There are a number of tools becoming available to insurers and patients to determine and balance the cost of the drug, versus the toxicity and efficacy of the drug.
The American Society of Clinical Oncology has released a framework to help physicians assess the value of expensive cancer therapies based on medication cost and the benefits and side effects of certain drugs.
In addition, Memorial Sloan Kettering Cancer Center set up a website called the Drug Abacus, a research tool that evaluates medications and tries to rationalize the price so that insurers can effectively and efficiently charge.
Health plans are also using some unique approaches. For example, a landmark agreement between Novartis and Cigna and Aetna, offers a money-back guarantee to patients using the heart failure drug Entresto.
There’s a basic price that Novartis charges the health plans. If admissions and readmissions decline and mortality and morbidities are reduced, then the health plans agree to pay a premium. The health plan benefits because it profits from reduced hospitalizations and other healthcare spending, such as ongoing therapy scans and other cardiac interventions.
Over time, Novartis earns what can be compared to an annuity of increased payments for certain patients. However, if patients leave Aetna or Cigna for another health plan, Novartis may lose some of the annuity built up for that patient as a result of the positive outcomes.
Another pricing strategy is to allow patients to try drugs free of charge and only pay if the drug is effective. For example, Ampyra is a costly drug that works for about 40 percent of multiple sclerosis patients. It takes about two months to know if the medication will be effective.
The drug company and the researchers have seen patients who were in wheelchairs begin to walk after that two-month period. So the manufacturer of Ampyra has said, “If you don’t have an improvement, the drug is free. If you do have an improvement, you pay $21,000 a year.”
If multiple sclerosis patients get out of their wheelchairs, that’s worth a lot of money. It’s worth $21,000 a year for sure, and the drug company still makes a respectable profit, even if it gives patients with multiple sclerosis who didn’t improve their money back.
These innovations and new pricing models are based on developing new and better ways to track patient outcomes using population health systems across health plans, Medicare, and Medicaid.
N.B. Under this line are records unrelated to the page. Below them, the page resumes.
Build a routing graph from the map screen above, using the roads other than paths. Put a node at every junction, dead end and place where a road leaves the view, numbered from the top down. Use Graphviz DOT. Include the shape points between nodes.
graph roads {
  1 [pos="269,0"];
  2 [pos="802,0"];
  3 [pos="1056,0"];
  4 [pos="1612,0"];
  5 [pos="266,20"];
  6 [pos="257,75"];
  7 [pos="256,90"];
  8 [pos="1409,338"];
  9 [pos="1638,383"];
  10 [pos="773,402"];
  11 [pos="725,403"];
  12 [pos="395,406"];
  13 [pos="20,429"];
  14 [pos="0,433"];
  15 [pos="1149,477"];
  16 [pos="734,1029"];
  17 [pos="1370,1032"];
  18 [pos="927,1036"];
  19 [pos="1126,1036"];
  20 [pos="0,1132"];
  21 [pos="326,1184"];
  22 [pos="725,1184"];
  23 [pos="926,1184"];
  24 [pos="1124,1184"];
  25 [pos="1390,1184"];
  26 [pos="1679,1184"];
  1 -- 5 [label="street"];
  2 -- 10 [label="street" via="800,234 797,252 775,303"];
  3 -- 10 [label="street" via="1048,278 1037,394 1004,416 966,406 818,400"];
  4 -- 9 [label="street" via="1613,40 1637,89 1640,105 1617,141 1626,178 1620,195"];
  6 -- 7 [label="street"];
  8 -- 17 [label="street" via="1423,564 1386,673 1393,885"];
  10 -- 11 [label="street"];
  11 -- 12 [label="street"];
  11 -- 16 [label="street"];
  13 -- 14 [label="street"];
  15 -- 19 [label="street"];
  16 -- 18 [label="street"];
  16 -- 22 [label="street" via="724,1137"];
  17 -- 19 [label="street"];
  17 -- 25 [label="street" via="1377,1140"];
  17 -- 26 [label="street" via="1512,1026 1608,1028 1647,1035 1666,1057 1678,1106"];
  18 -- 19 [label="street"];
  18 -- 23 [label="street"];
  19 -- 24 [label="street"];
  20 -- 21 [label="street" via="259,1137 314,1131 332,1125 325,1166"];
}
The ability to understand a drug’s efficacy across large patient populations will help providers, payers, and pharmaceutical companies to understand the value of certain drugs and offer patients the life-saving value of these drugs based on educated outcomes expectations.
Interviewed for this article:
Bill Bithoney, MD, is chief physician executive and managing director, The BDO Center for Healthcare Excellence & Innovation.